--- INPUT MATERIAL ---

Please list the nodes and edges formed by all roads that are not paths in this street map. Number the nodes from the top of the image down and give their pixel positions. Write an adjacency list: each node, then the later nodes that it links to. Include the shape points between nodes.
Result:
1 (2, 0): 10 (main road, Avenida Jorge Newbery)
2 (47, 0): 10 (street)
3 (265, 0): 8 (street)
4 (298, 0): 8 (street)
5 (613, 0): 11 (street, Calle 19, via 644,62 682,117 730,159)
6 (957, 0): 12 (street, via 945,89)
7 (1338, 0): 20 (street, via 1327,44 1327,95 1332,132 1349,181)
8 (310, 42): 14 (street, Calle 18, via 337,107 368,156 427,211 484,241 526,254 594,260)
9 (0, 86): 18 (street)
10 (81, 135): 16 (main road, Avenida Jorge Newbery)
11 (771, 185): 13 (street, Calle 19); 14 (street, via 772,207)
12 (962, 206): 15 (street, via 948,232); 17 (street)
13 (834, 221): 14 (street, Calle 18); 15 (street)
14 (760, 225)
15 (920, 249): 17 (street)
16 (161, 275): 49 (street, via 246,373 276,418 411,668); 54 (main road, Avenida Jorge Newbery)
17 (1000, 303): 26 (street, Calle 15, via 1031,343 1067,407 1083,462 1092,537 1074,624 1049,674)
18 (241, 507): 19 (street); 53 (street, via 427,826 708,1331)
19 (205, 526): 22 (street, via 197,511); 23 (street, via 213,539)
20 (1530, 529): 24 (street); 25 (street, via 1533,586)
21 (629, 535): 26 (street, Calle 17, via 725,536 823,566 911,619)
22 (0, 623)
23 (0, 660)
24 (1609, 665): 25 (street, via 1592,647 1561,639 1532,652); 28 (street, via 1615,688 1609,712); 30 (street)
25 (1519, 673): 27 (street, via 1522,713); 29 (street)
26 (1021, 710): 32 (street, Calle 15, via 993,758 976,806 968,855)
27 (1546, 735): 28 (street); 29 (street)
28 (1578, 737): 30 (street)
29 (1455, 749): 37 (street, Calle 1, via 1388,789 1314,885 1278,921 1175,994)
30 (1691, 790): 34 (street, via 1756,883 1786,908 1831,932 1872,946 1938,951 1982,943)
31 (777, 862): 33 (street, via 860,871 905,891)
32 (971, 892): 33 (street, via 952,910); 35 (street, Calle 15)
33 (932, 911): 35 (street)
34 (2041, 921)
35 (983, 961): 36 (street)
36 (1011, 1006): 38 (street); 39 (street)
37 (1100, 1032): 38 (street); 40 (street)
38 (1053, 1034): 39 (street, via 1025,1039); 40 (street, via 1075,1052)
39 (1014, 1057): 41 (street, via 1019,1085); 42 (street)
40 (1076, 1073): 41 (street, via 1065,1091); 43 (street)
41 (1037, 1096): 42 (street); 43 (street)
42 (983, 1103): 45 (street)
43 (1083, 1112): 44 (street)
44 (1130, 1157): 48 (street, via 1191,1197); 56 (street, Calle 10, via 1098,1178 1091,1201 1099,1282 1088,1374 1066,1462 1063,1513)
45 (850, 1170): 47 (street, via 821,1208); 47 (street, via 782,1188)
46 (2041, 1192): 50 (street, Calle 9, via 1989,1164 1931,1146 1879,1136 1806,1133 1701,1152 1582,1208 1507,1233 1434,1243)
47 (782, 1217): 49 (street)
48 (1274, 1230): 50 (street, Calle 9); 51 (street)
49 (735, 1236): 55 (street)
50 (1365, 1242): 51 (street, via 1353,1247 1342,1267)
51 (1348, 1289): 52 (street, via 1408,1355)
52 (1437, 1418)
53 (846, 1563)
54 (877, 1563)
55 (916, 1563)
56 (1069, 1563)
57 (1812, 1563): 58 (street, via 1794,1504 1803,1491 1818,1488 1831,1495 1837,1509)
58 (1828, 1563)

---

TASK BRIEF – Copy every line above exactly.

ANSWER TO THE PROBLEM –
Please list the nodes and edges formed by all roads that are not paths in this street map. Number the nodes from the top of the image down and give their pixel positions. Write an adjacency list: each node, then the later nodes that it links to. Include the shape points between nodes.
Result:
1 (2, 0): 10 (main road, Avenida Jorge Newbery)
2 (47, 0): 10 (street)
3 (265, 0): 8 (street)
4 (298, 0): 8 (street)
5 (613, 0): 11 (street, Calle 19, via 644,62 682,117 730,159)
6 (957, 0): 12 (street, via 945,89)
7 (1338, 0): 20 (street, via 1327,44 1327,95 1332,132 1349,181)
8 (310, 42): 14 (street, Calle 18, via 337,107 368,156 427,211 484,241 526,254 594,260)
9 (0, 86): 18 (street)
10 (81, 135): 16 (main road, Avenida Jorge Newbery)
11 (771, 185): 13 (street, Calle 19); 14 (street, via 772,207)
12 (962, 206): 15 (street, via 948,232); 17 (street)
13 (834, 221): 14 (street, Calle 18); 15 (street)
14 (760, 225)
15 (920, 249): 17 (street)
16 (161, 275): 49 (street, via 246,373 276,418 411,668); 54 (main road, Avenida Jorge Newbery)
17 (1000, 303): 26 (street, Calle 15, via 1031,343 1067,407 1083,462 1092,537 1074,624 1049,674)
18 (241, 507): 19 (street); 53 (street, via 427,826 708,1331)
19 (205, 526): 22 (street, via 197,511); 23 (street, via 213,539)
20 (1530, 529): 24 (street); 25 (street, via 1533,586)
21 (629, 535): 26 (street, Calle 17, via 725,536 823,566 911,619)
22 (0, 623)
23 (0, 660)
24 (1609, 665): 25 (street, via 1592,647 1561,639 1532,652); 28 (street, via 1615,688 1609,712); 30 (street)
25 (1519, 673): 27 (street, via 1522,713); 29 (street)
26 (1021, 710): 32 (street, Calle 15, via 993,758 976,806 968,855)
27 (1546, 735): 28 (street); 29 (street)
28 (1578, 737): 30 (street)
29 (1455, 749): 37 (street, Calle 1, via 1388,789 1314,885 1278,921 1175,994)
30 (1691, 790): 34 (street, via 1756,883 1786,908 1831,932 1872,946 1938,951 1982,943)
31 (777, 862): 33 (street, via 860,871 905,891)
32 (971, 892): 33 (street, via 952,910); 35 (street, Calle 15)
33 (932, 911): 35 (street)
34 (2041, 921)
35 (983, 961): 36 (street)
36 (1011, 1006): 38 (street); 39 (street)
37 (1100, 1032): 38 (street); 40 (street)
38 (1053, 1034): 39 (street, via 1025,1039); 40 (street, via 1075,1052)
39 (1014, 1057): 41 (street, via 1019,1085); 42 (street)
40 (1076, 1073): 41 (street, via 1065,1091); 43 (street)
41 (1037, 1096): 42 (street); 43 (street)
42 (983, 1103): 45 (street)
43 (1083, 1112): 44 (street)
44 (1130, 1157): 48 (street, via 1191,1197); 56 (street, Calle 10, via 1098,1178 1091,1201 1099,1282 1088,1374 1066,1462 1063,1513)
45 (850, 1170): 47 (street, via 821,1208); 47 (street, via 782,1188)
46 (2041, 1192): 50 (street, Calle 9, via 1989,1164 1931,1146 1879,1136 1806,1133 1701,1152 1582,1208 1507,1233 1434,1243)
47 (782, 1217): 49 (street)
48 (1274, 1230): 50 (street, Calle 9); 51 (street)
49 (735, 1236): 55 (street)
50 (1365, 1242): 51 (street, via 1353,1247 1342,1267)
51 (1348, 1289): 52 (street, via 1408,1355)
52 (1437, 1418)
53 (846, 1563)
54 (877, 1563)
55 (916, 1563)
56 (1069, 1563)
57 (1812, 1563): 58 (street, via 1794,1504 1803,1491 1818,1488 1831,1495 1837,1509)
58 (1828, 1563)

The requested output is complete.